Mantelli M I, Roques B B, Blanchard T A, Mounier M, Quincey M, Jolivet F B, Jousserand N P, Marchand A, Diquélou A N, Reynolds B S, Coyne M, Trumel C, Lefebvre H P, Concordet D, Lavoué R
Department of Clinical Sciences, Université de Toulouse, Ecole Nationale Vétérinaire de Toulouse, Toulouse, France.
Department of Physiology & Therapeutics, Université de Toulouse, Ecole Nationale Vétérinaire de Toulouse, Toulouse, France.

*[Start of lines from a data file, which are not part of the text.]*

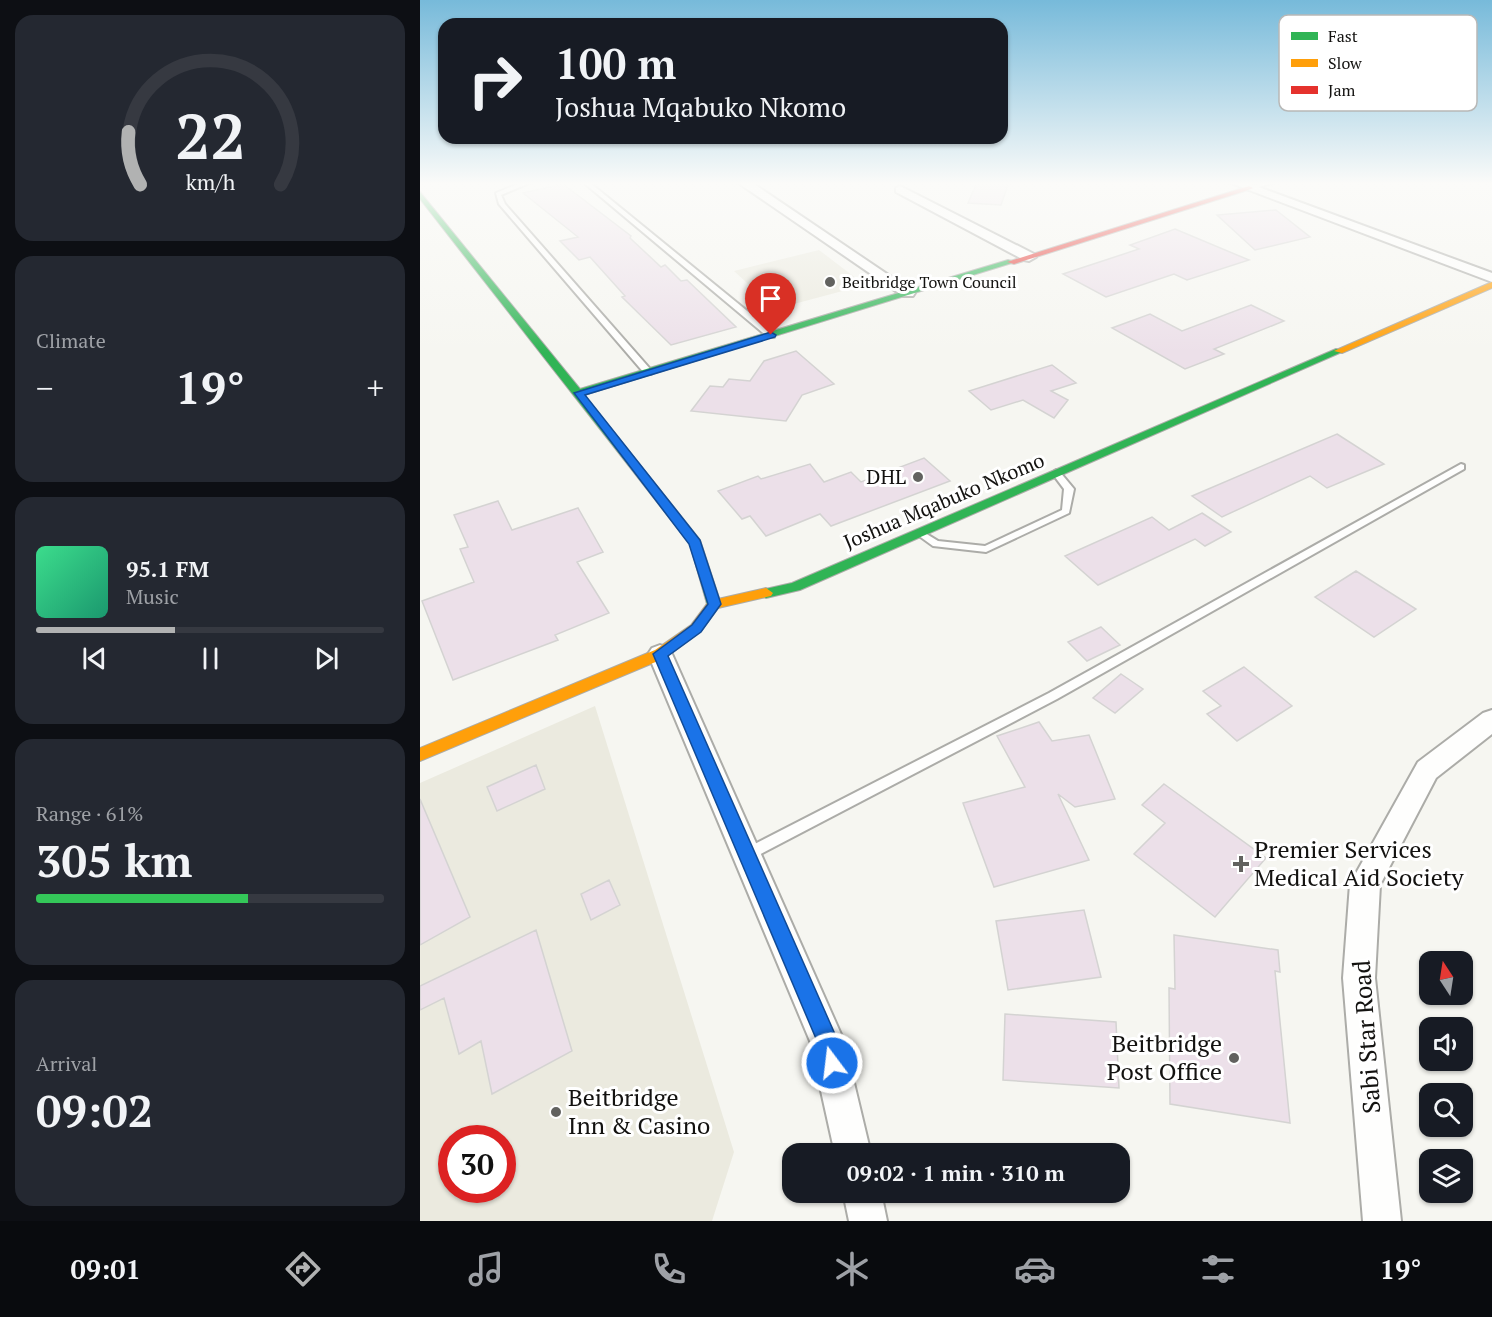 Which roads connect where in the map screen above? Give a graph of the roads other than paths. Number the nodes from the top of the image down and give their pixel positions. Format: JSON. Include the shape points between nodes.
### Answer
{"nodes":[{"id":1,"x":456,"y":239,"type":"edge"},
{"id":2,"x":532,"y":239,"type":"edge"},
{"id":3,"x":655,"y":239,"type":"edge"},
{"id":4,"x":828,"y":239,"type":"edge"},
{"id":5,"x":994,"y":239,"type":"edge"},
{"id":6,"x":1087,"y":239,"type":"edge"},
{"id":7,"x":1387,"y":239,"type":"edge"},
{"id":8,"x":1029,"y":257,"type":"junction"},
{"id":9,"x":1492,"y":278,"type":"edge"},
{"id":10,"x":1492,"y":285,"type":"edge"},
{"id":11,"x":908,"y":293,"type":"junction"},
{"id":12,"x":771,"y":335,"type":"junction"},
{"id":13,"x":648,"y":372,"type":"junction"},
{"id":14,"x":579,"y":393,"type":"junction"},
{"id":15,"x":1461,"y":467,"type":"dead end"},
{"id":16,"x":1056,"y":474,"type":"junction"},
{"id":17,"x":920,"y":533,"type":"junction"},
{"id":18,"x":714,"y":604,"type":"junction"},
{"id":19,"x":660,"y":654,"type":"junction"},
{"id":20,"x":1492,"y":720,"type":"edge"},
{"id":21,"x":420,"y":755,"type":"edge"},
{"id":22,"x":747,"y":855,"type":"junction"},
{"id":23,"x":850,"y":1143,"type":"edge"},
{"id":24,"x":864,"y":1203,"type":"edge"},
{"id":25,"x":868,"y":1221,"type":"edge"},
{"id":26,"x":1382,"y":1221,"type":"edge"}],
"edges":[{"from":1,"to":14,"type":"street"},
{"from":2,"to":13,"type":"lane"},
{"from":3,"to":12,"type":"lane"},
{"from":4,"to":11,"type":"street"},
{"from":5,"to":8,"type":"street"},
{"from":6,"to":8,"type":"street"},
{"from":7,"to":9,"type":"street"},
{"from":8,"to":11,"type":"street"},
{"from":10,"to":16,"type":"street","name":"Joshua Mqabuko Nkomo"},
{"from":11,"to":12,"type":"street"},
{"from":12,"to":13,"type":"street"},
{"from":13,"to":14,"type":"street"},
{"from":14,"to":18,"type":"street","via":[[696,543]]},
{"from":15,"to":22,"type":"lane","via":[[1053,696]]},
{"from":16,"to":17,"type":"street","name":"Joshua Mqabuko Nkomo"},
{"from":16,"to":17,"type":"lane","via":[[1069,489],[1066,511],[987,549],[936,544]]},
{"from":17,"to":18,"type":"street","name":"Joshua Mqabuko Nkomo","via":[[795,587]]},
{"from":18,"to":19,"type":"street","via":[[696,628]]},
{"from":19,"to":21,"type":"street"},
{"from":19,"to":22,"type":"street"},
{"from":20,"to":26,"type":"street","name":"Sabi Star Road","via":[[1427,770],[1365,884],[1359,978]]},
{"from":22,"to":23,"type":"street","via":[[827,1041]]},
{"from":24,"to":25,"type":"street"}]}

Am J Vet Res. 2022 Feb 16;83(5):434-442. doi: 10.2460/ajvr.21.09.0150.
To investigate the effects and duration of orally administered prednisolone on renal function evaluated by glomerular filtration rate (GFR) determination and creatinine (Cr) and symmetric dimethylarginine (SDMA) concentrations as well as on urinalysis, electrolytes, and hydric status in healthy dogs.
14 healthy Beagles.
In this prospective double-masked placebo-controlled study, dogs were randomized after baseline evaluation to receive a 7-day course of either prednisolone (1.5 to 2.0 mg/kg, PO, q 12 h) or a placebo. A repeated-measure design was performed, each dog participating in 4 successive sampling sessions. Clinical data, systolic blood pressure, CBC, and biochemical analyses including serum SDMA concentration, GFR determination, urine output quantification, and complete urinalysis were performed for all dogs the day before (D0) and at the end of steroid administration (D7) as well as 2 weeks (D21) and 4 weeks (D35) after the end of treatment.
At D7, when compared with baseline, GFR increased significantly in treated dogs, whereas creatinine and SDMA concentrations decreased significantly. GFR and Cr but not SDMA modifications persisted significantly at D21. None of the variables differed significantly from baseline at D35. The OR of presenting an albumin band on urine electrophoresis was 2.4 times as high in treated versus control dogs (OR, 36; 95% CI, 1.8 to 719.4; P = 0.02).
A short-term course of immune-suppressive prednisolone treatment in healthy dogs leads to a sustained but reversible renal hyperfiltration state. Modification in electrolytic variables can affect the clinical interpretation of blood work in such patients.
通过测定肾小球滤过率(GFR)、肌酐(Cr)和对称二甲基精氨酸(SDMA)浓度来评估口服泼尼松龙对健康犬肾功能的影响及持续时间,同时观察其对尿液分析、电解质和水合状态的影响。
14只健康比格犬。
在这项前瞻性双盲安慰剂对照研究中,犬只在基线评估后随机分组,接受为期7天的泼尼松龙(1.5至2.0毫克/千克,口服,每12小时一次)或安慰剂治疗。采用重复测量设计,每只犬参与4次连续采样。在治疗前一天(D0)、类固醇给药结束时(D7)以及治疗结束后2周(D21)和4周(D35),对所有犬只进行临床数据、收缩压、全血细胞计数以及包括血清SDMA浓度、GFR测定、尿量定量和完整尿液分析在内的生化分析。
在D7时,与基线相比,治疗组犬只的GFR显著升高,而肌酐和SDMA浓度显著降低。在D21时,GFR和Cr的变化仍显著持续,但SDMA无显著变化。在D35时,所有变量与基线相比均无显著差异。治疗组犬只尿液电泳出现白蛋白条带的比值比对照组高2.4倍(比值比,36;95%置信区间,1.8至719.4;P = 0.02)。
健康犬短期免疫抑制性泼尼松龙治疗可导致持续但可逆的肾高滤过状态。电解质变量的改变会影响此类患者血液检查的临床解读。